Hopes are once again rising for trade finance in Myanmar after the country’s central bank issued a notification that all branches of foreign banks now have the right to provide financing and other banking services to local businesses.
This follows an announcement last December that the 13 foreign banks in the country, among them ANZ Bank, Industrial and Commercial Bank of China and MUFG Bank, would be allowed to provide export financing, albeit only to foreign entities and in foreign currencies, and would seem to indicate that the country’s trade finance sector is finally opening up.
Myanmar’s domestic exporters have long been thwarted in their attempts to finance trade. With local banks only able to issue loans against collateral and foreign banks prohibited to lend to them, any trade or project finance by international banks in Myanmar has, to date, been done offshore by opening letters of credit through brokers in offshore centres such as Singapore and Hong Kong.
Upon coming into power in 2016, Aung San Suu Kyi’s National League for Democracy government signalled its enthusiasm to open up Myanmar to the rest of the world, but progress has been painfully slow, and commercial investment in the country’s trade finance market remains stymied by government legislation.
That looked set to change early last year when the Asian Development Bank (ADB) issued its first guarantee in the country. Since then, the central bank has been looking at ways of bringing foreign banks into the domestic sector, with this latest announcement seen as the latest step in the country’s drawn-out process of banking sector reform.
But not everyone is convinced. Eric Rose, partner at Herzfeld Rubin Meyer & Rose, the first American law firm to set up in Myanmar back in 2013 in the hopes of facilitating a foreign investment boom which never came, is sceptical of the impact of the central bank’s statement. “The letter itself is not law, and it contravenes directly the regulations that exist in the country. But this is Myanmar, where the rule of law is not very strong,” he tells GTR.
“Let’s assume for the sake of argument that foreign banks would be allowed to lend to local companies,” he adds. “How would they do that?
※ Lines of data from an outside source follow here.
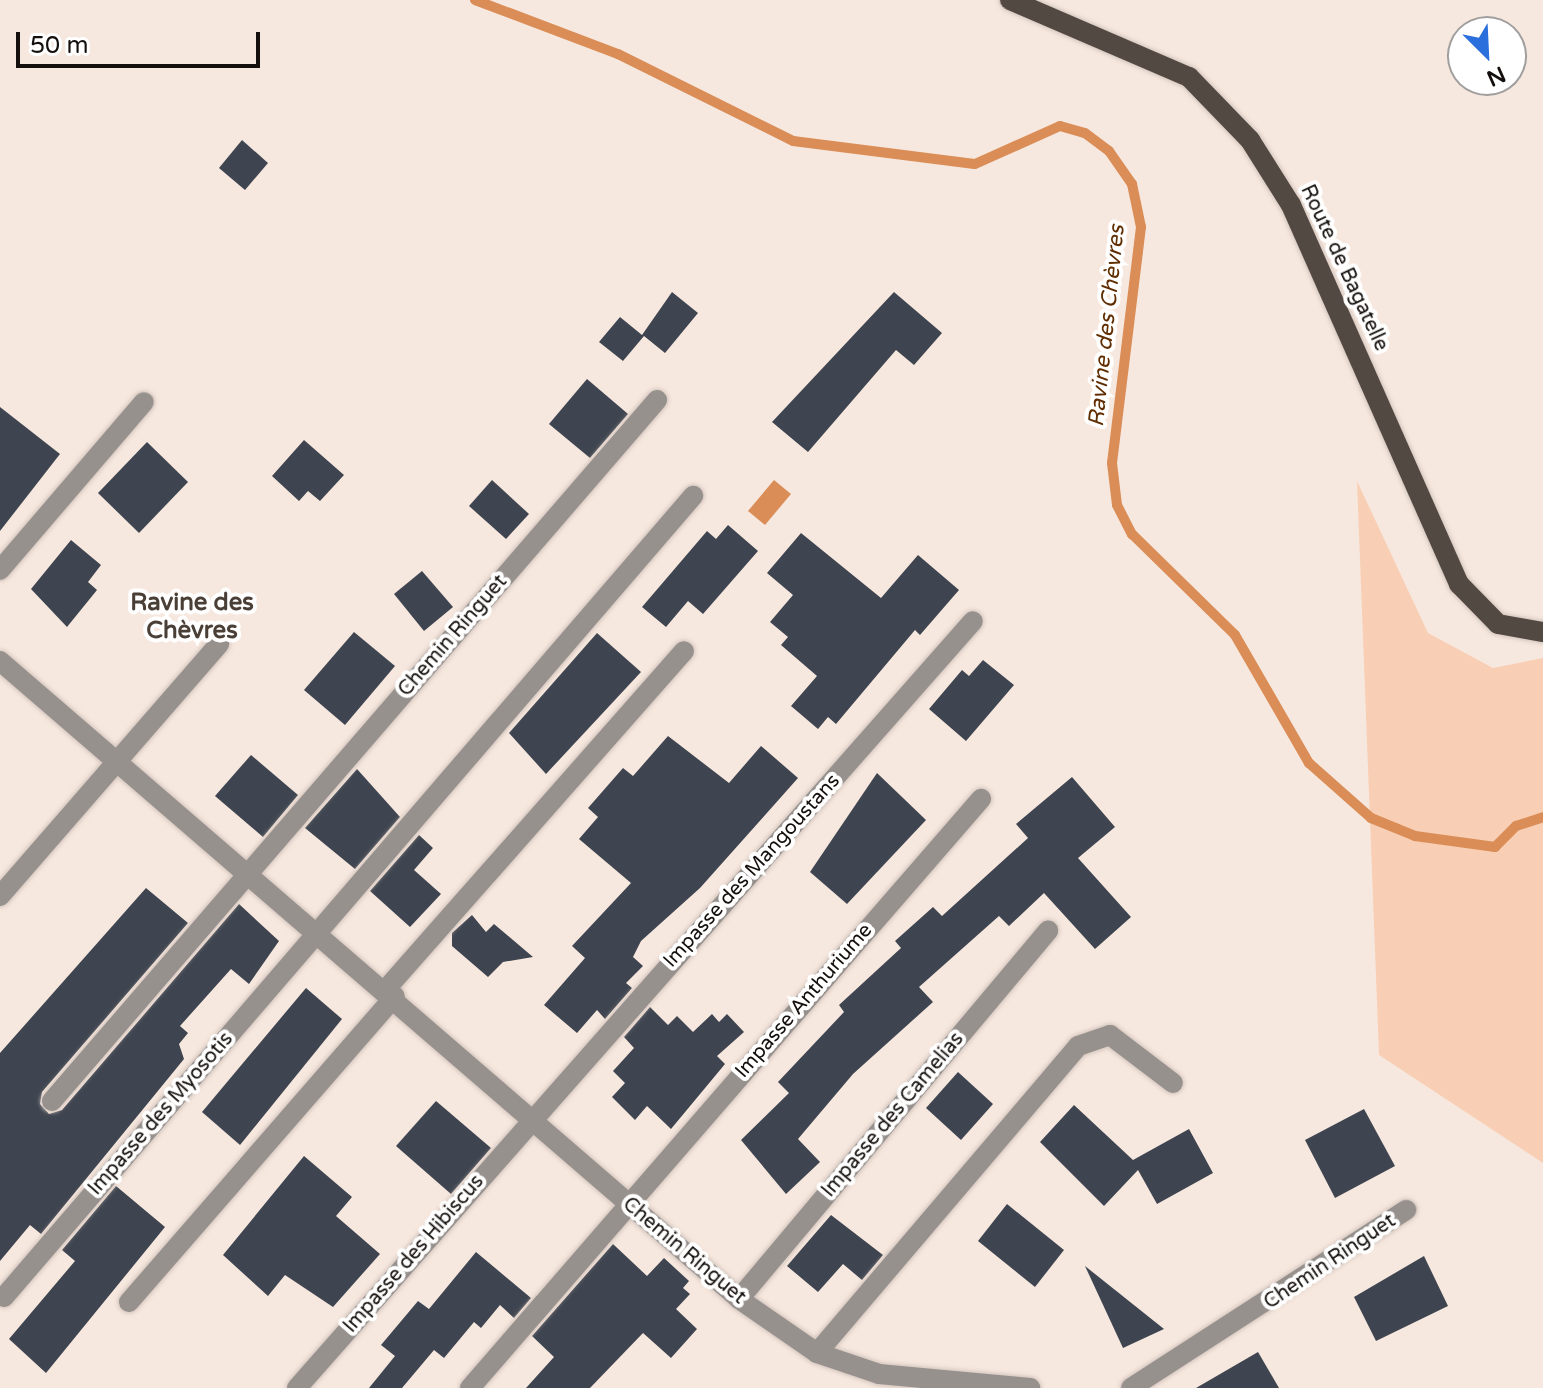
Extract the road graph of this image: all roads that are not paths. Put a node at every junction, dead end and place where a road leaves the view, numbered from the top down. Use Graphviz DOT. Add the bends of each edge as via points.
graph roads {
  1 [pos="1010,0"];
  2 [pos="657,400"];
  3 [pos="144,402"];
  4 [pos="693,496"];
  5 [pos="0,570"];
  6 [pos="973,621"];
  7 [pos="1543,632"];
  8 [pos="219,644"];
  9 [pos="684,651"];
  10 [pos="0,661"];
  11 [pos="118,760"];
  12 [pos="981,799"];
  13 [pos="250,872"];
  14 [pos="0,896"];
  15 [pos="319,930"];
  16 [pos="1048,931"];
  17 [pos="391,992"];
  18 [pos="1173,1083"];
  19 [pos="52,1101"];
  20 [pos="531,1120"];
  21 [pos="628,1202"];
  22 [pos="1406,1210"];
  23 [pos="4,1297"];
  24 [pos="739,1299"];
  25 [pos="129,1302"];
  26 [pos="817,1353"];
  27 [pos="297,1388"];
  28 [pos="470,1388"];
  29 [pos="1030,1388"];
  30 [pos="1131,1388"];
  1 -- 7 [label="main road, Route de Bagatelle" via="1189,77 1250,140 1291,205 1459,584 1498,624"];
  2 -- 13 [label="street, Chemin Ringuet"];
  3 -- 5 [label="street"];
  4 -- 15 [label="street"];
  6 -- 20 [label="street, Impasse des Mangoustans"];
  8 -- 11 [label="street"];
  9 -- 17 [label="street"];
  10 -- 11 [label="street, Chemin Ringuet"];
  11 -- 13 [label="street, Chemin Ringuet"];
  11 -- 14 [label="street"];
  12 -- 21 [label="street, Impasse Anthuriume"];
  13 -- 15 [label="street, Chemin Ringuet"];
  13 -- 19 [label="street, Chemin Ringuet"];
  15 -- 17 [label="street, Chemin Ringuet"];
  15 -- 23 [label="street, Impasse des Myosotis"];
  16 -- 24 [label="street, Impasse des Camelias"];
  17 -- 20 [label="street, Chemin Ringuet"];
  17 -- 25 [label="street"];
  18 -- 26 [label="street" via="1110,1035 1078,1046"];
  20 -- 21 [label="street, Chemin Ringuet"];
  20 -- 27 [label="street, Impasse des Hibiscus"];
  21 -- 24 [label="street, Chemin Ringuet"];
  21 -- 28 [label="street, Impasse Anthuriume"];
  22 -- 30 [label="street, Chemin Ringuet"];
  24 -- 26 [label="street, Chemin Ringuet"];
  26 -- 29 [label="street, Chemin Ringuet" via="879,1374"];
}
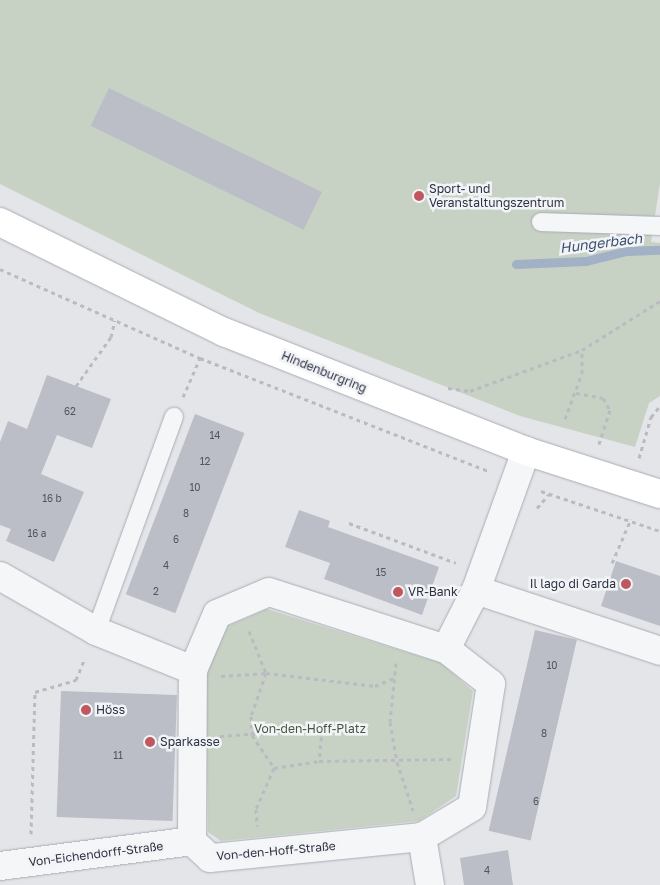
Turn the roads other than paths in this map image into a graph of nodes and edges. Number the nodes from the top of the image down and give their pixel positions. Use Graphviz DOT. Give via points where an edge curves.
graph roads {
  1 [pos="0,222"];
  2 [pos="541,222"];
  3 [pos="660,226"];
  4 [pos="174,416"];
  5 [pos="526,452"];
  6 [pos="652,491"];
  7 [pos="0,576"];
  8 [pos="479,581"];
  9 [pos="96,630"];
  10 [pos="446,649"];
  11 [pos="660,651"];
  12 [pos="193,674"];
  13 [pos="422,837"];
  14 [pos="192,841"];
  15 [pos="0,866"];
  16 [pos="430,885"];
  1 -- 5 [label="main road, Hindenburgring" via="224,332"];
  2 -- 3 [label="lane"];
  4 -- 9 [label="lane"];
  5 -- 6 [label="main road, Hindenburgring"];
  5 -- 8 [label="street"];
  7 -- 9 [label="street"];
  8 -- 10 [label="street"];
  8 -- 11 [label="street"];
  9 -- 12 [label="street"];
  10 -- 12 [label="street, Von-den-Hoff-Straße" via="269,592 216,614"];
  10 -- 13 [label="street, Von-den-Hoff-Straße" via="490,684 472,806"];
  12 -- 14 [label="street, Von-den-Hoff-Straße"];
  13 -- 14 [label="street, Von-den-Hoff-Straße" via="210,858"];
  13 -- 16 [label="street"];
  14 -- 15 [label="street, Von-Eichendorff-Straße"];
}
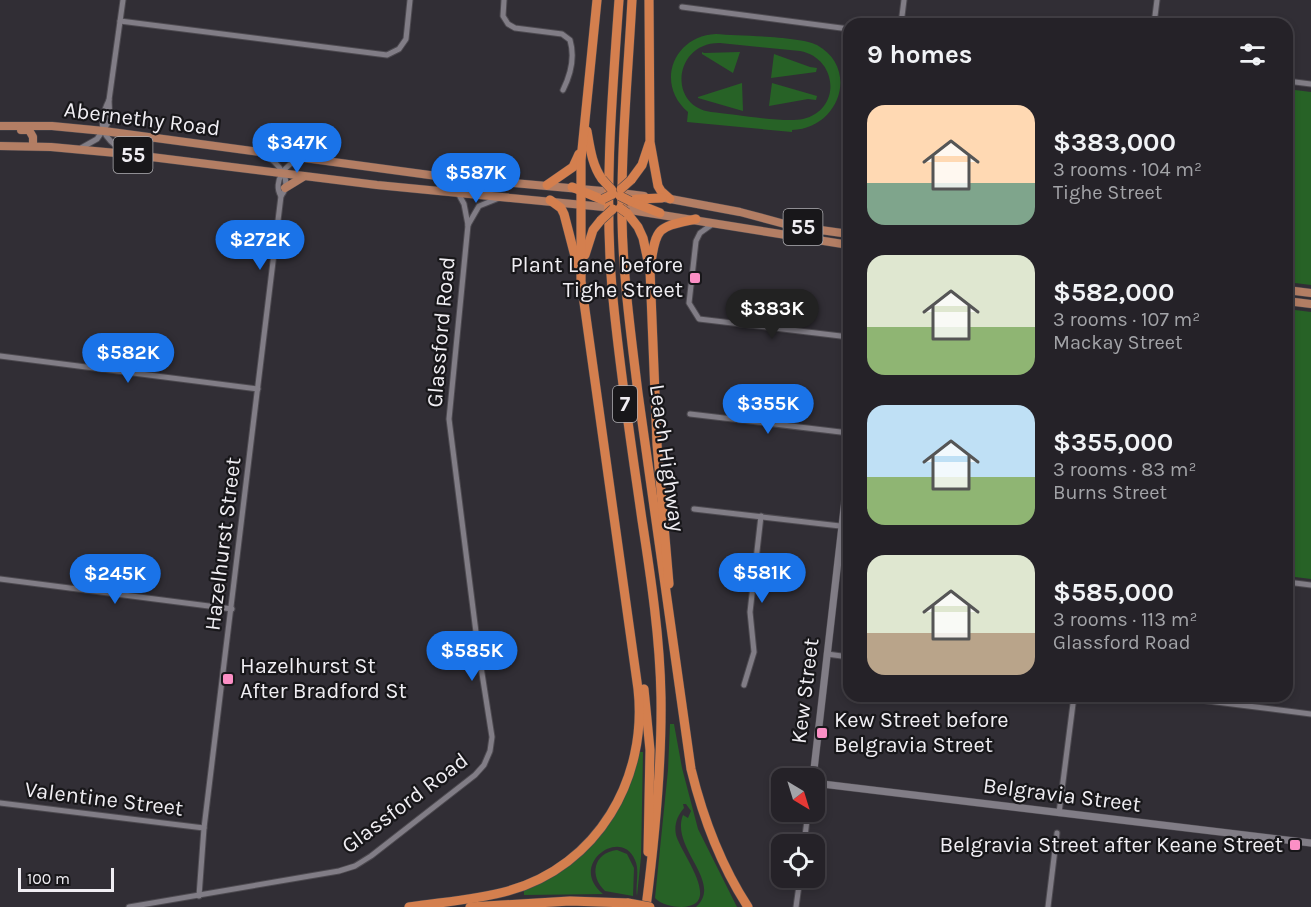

They are not allowed and they will not be allowed to set up local operations. They are allowed to set up one branch and that branch is very restricted as to what it can do. It cannot open accounts for local businesses. And even if that were the case, the spread is such that I would venture a guess that foreign banks would not be exactly rushing in to finance trade for Myanmar entities.”
A lack of visibility on the creditworthiness of Myanmar’s exporters is also a major barrier to any lending in the country. “While the foreign banks will be the most adept at risking the payment credit of the foreign buyer, there is still the performance risk of the Myanmar exporter,” says Jolyon Ellwood-Russell, partner at Simmons & Simmons.
A credit bureau, established in May this year, may go some way to changing this, but it is not yet operational, and Rose highlights that most businesses in Myanmar are not subject to auditing.
Nonetheless, the announcement by the central bank – regardless of its practical application – is seen as a step in the right direction. “There have been a number of encouraging noises within government around opening up financial services more generally – albeit I would not expect a flood,” says Ellwood-Russell.
Given the difficulties in supporting Myanmar’s exporters directly, Rose believes that with this notification, the central bank is seeking to address capital issues in the domestic banking sector by opening the door to foreign liquidity.
“This letter from the central bank, in my opinion, is set up as a flag for Myanmar banks to let them know that they can now borrow from foreign banking institutions in order to increase their capacity of loaning,” he says.
However, with local banks still operating under onerous regulations – including restrictions on loan tenor – and currency risk from the weak Myanmar kyat making sustaining payments in foreign currency all but impossible, there is still a long way to go before the arcane web of constraints on the country’s banking sector is untangled in order for trade in Asean’s fastest-growing economy to reach its full potential.